Give the total number of lines in the data below that include "between", and nothing else.
======== MATERIAL PROVIDED ========
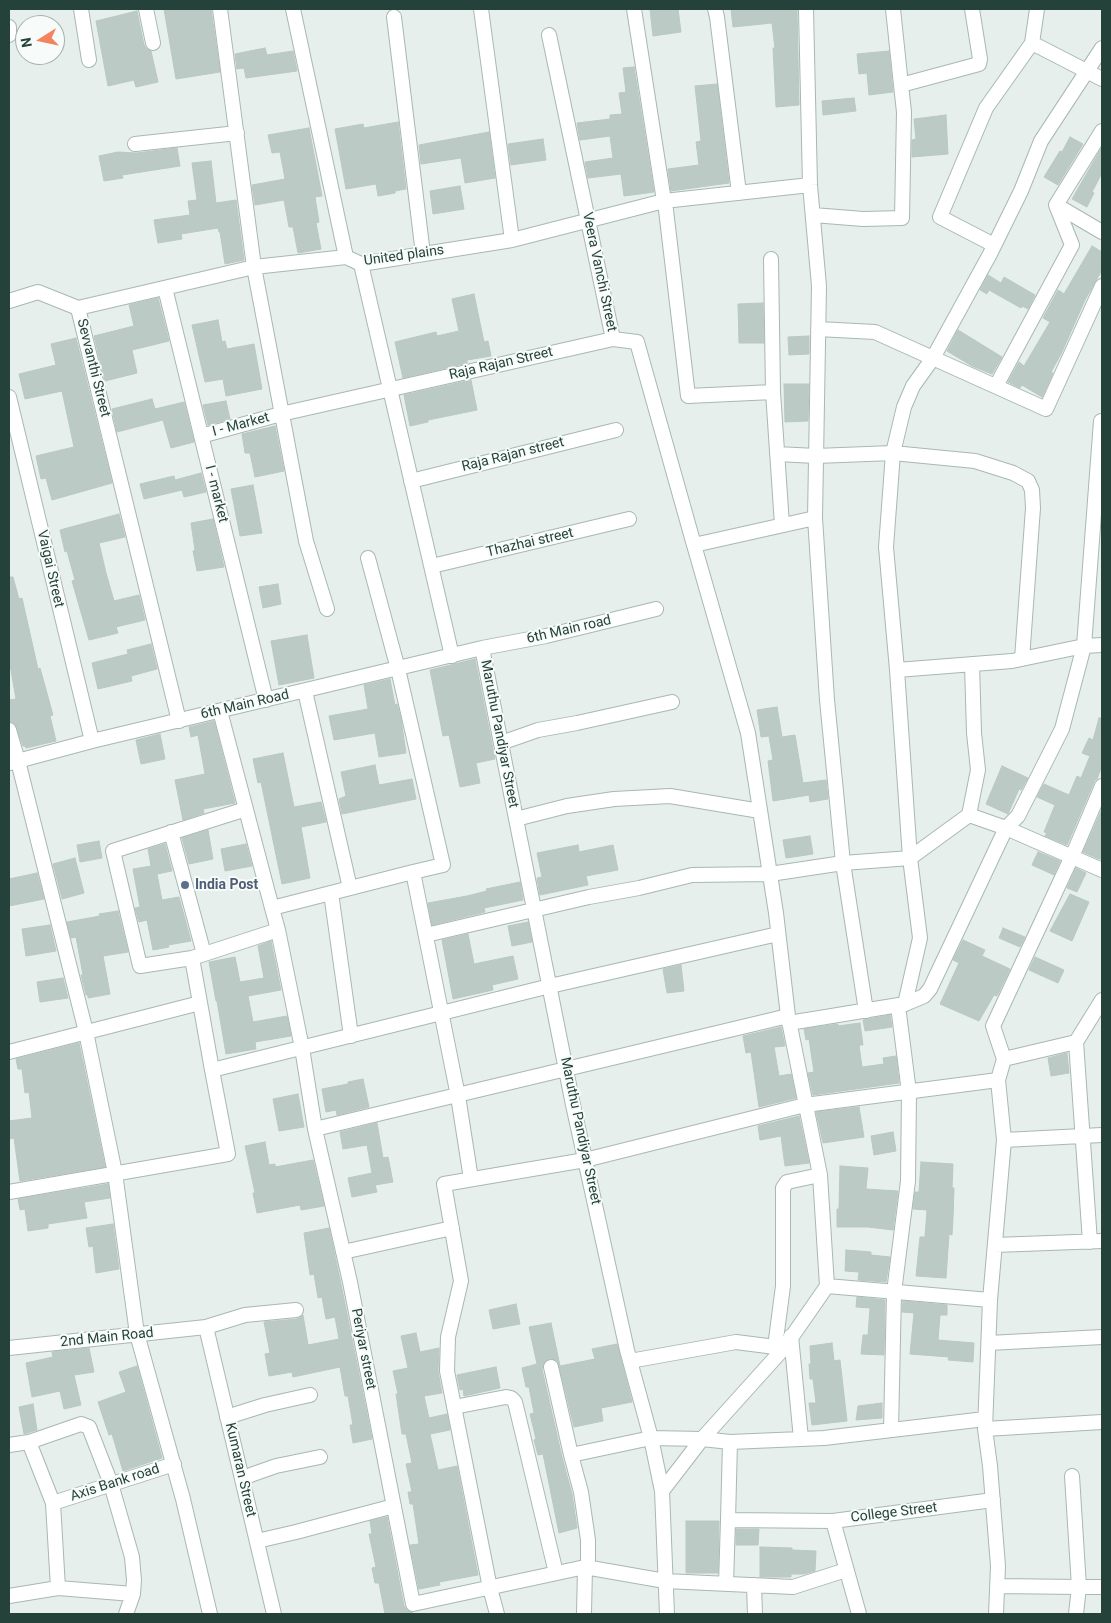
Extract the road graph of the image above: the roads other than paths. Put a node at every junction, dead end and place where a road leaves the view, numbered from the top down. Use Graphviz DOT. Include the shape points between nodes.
========
======== MATERIAL PROVIDED ========
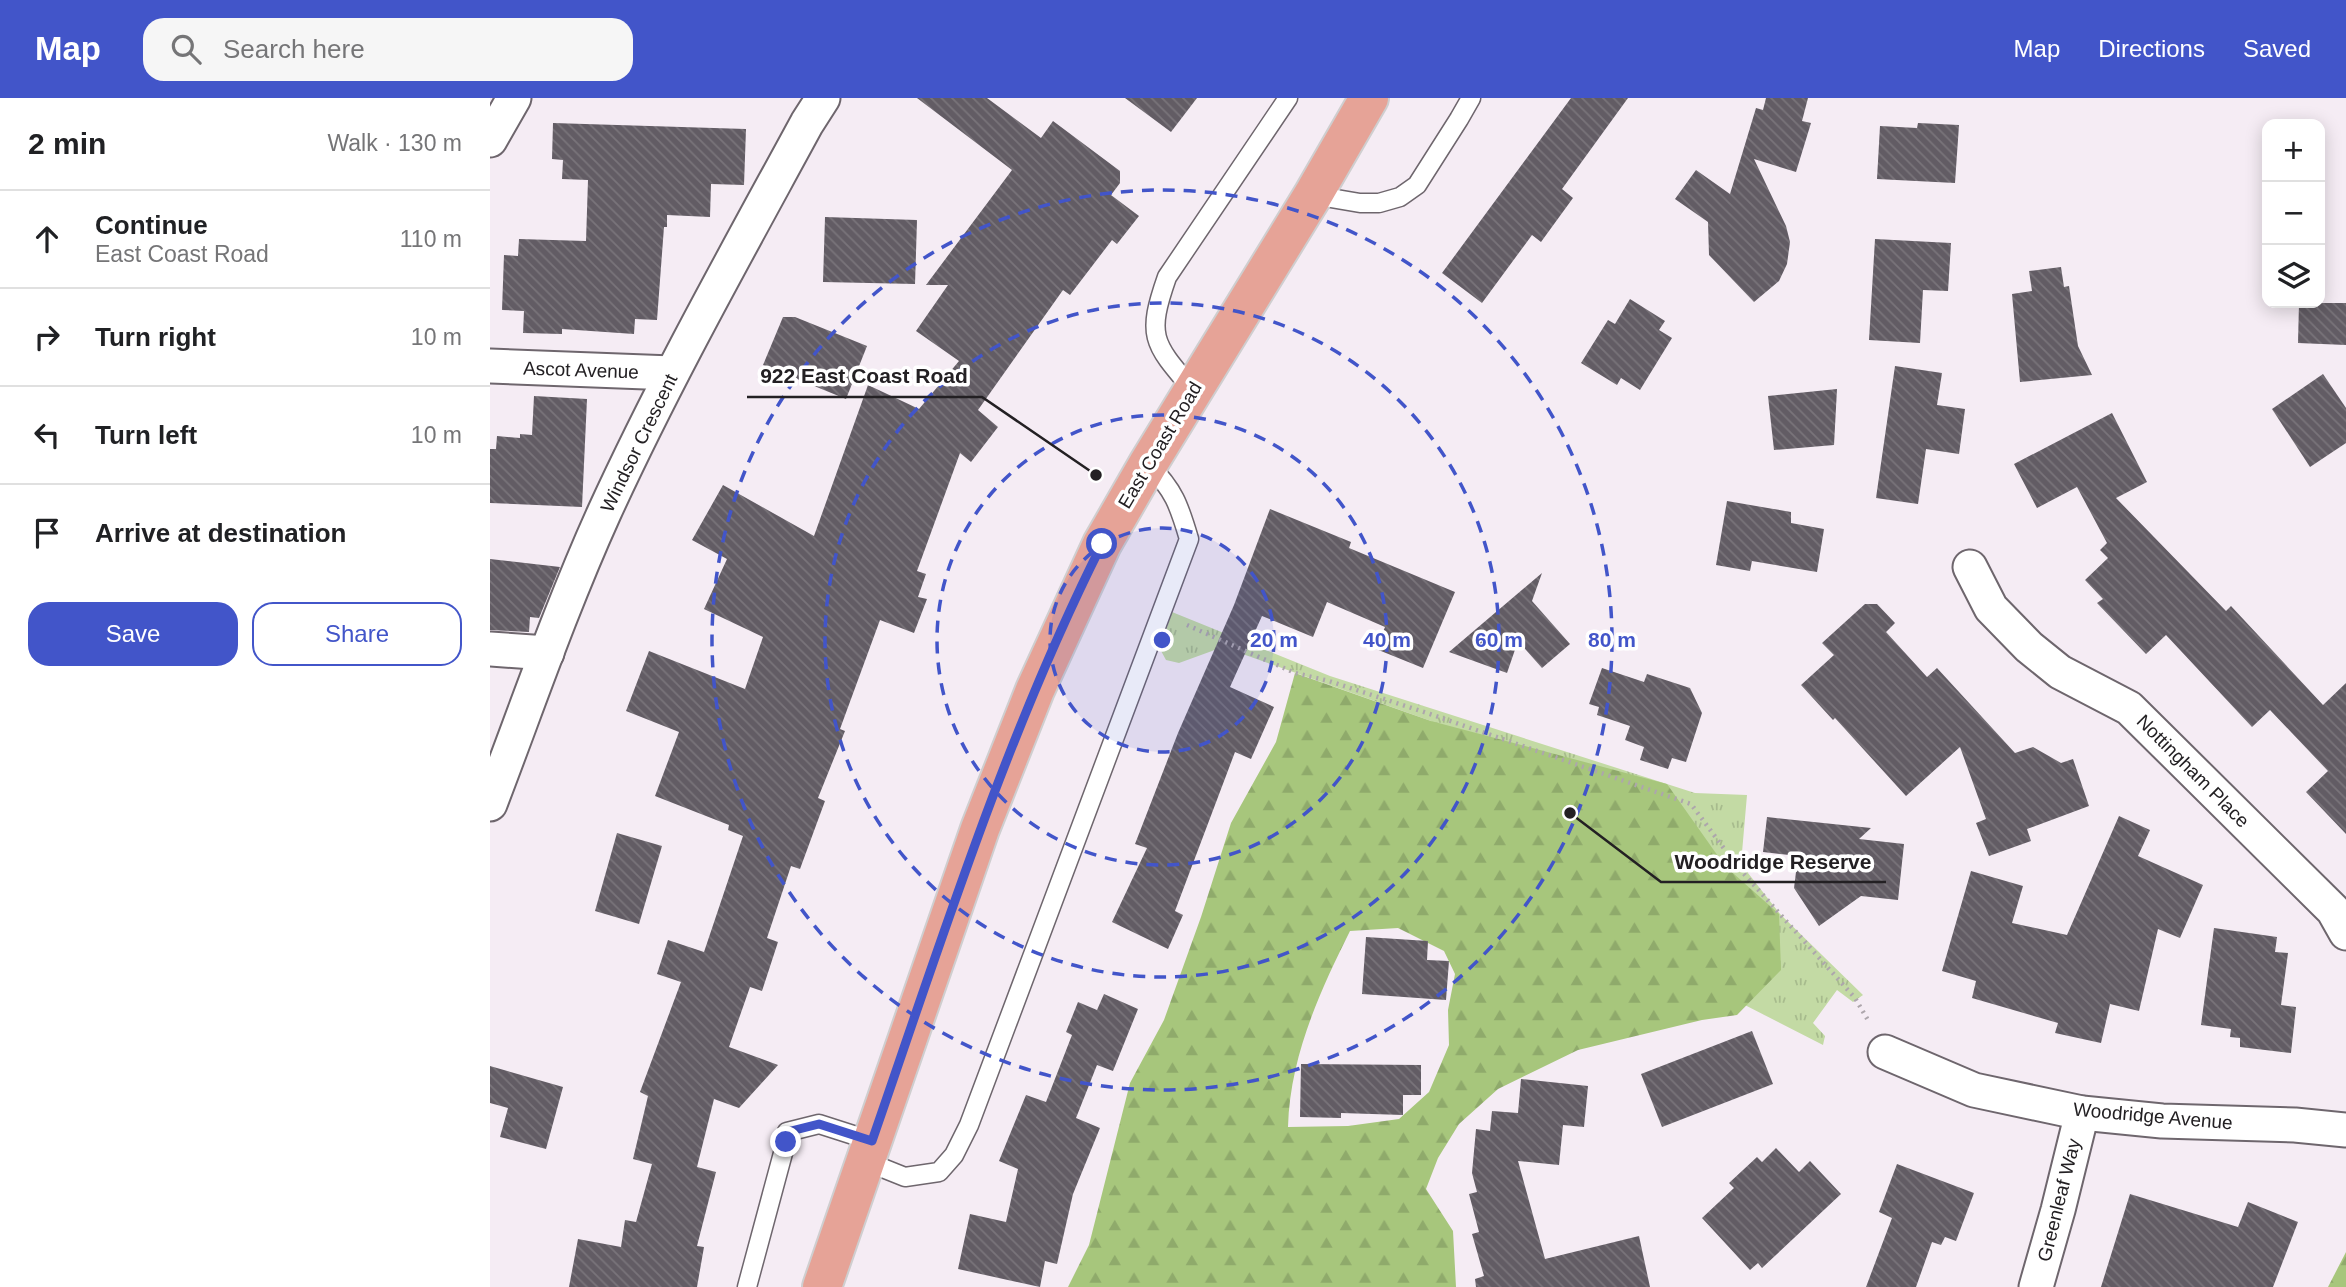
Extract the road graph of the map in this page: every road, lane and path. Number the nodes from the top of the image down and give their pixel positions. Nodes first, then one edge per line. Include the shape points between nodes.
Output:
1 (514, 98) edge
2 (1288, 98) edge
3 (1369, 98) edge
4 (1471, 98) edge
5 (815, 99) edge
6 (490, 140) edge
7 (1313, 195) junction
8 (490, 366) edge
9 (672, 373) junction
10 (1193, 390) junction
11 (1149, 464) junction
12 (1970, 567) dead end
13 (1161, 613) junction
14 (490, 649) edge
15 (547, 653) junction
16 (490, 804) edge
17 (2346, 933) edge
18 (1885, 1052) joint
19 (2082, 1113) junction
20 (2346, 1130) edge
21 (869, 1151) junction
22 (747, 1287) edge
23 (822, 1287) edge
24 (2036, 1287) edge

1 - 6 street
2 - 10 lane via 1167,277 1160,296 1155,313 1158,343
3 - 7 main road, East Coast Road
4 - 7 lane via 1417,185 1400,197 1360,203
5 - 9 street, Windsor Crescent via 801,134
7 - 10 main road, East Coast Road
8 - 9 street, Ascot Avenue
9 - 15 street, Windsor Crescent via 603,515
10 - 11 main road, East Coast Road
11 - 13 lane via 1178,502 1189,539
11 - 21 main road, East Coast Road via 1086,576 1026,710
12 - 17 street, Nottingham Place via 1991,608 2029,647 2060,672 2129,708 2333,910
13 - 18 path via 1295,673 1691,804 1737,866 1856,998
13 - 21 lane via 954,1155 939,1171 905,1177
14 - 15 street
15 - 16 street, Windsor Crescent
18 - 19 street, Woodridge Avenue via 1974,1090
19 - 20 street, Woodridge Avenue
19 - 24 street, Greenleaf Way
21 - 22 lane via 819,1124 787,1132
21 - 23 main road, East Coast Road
========
- [THE COMPLETED TASK]: 2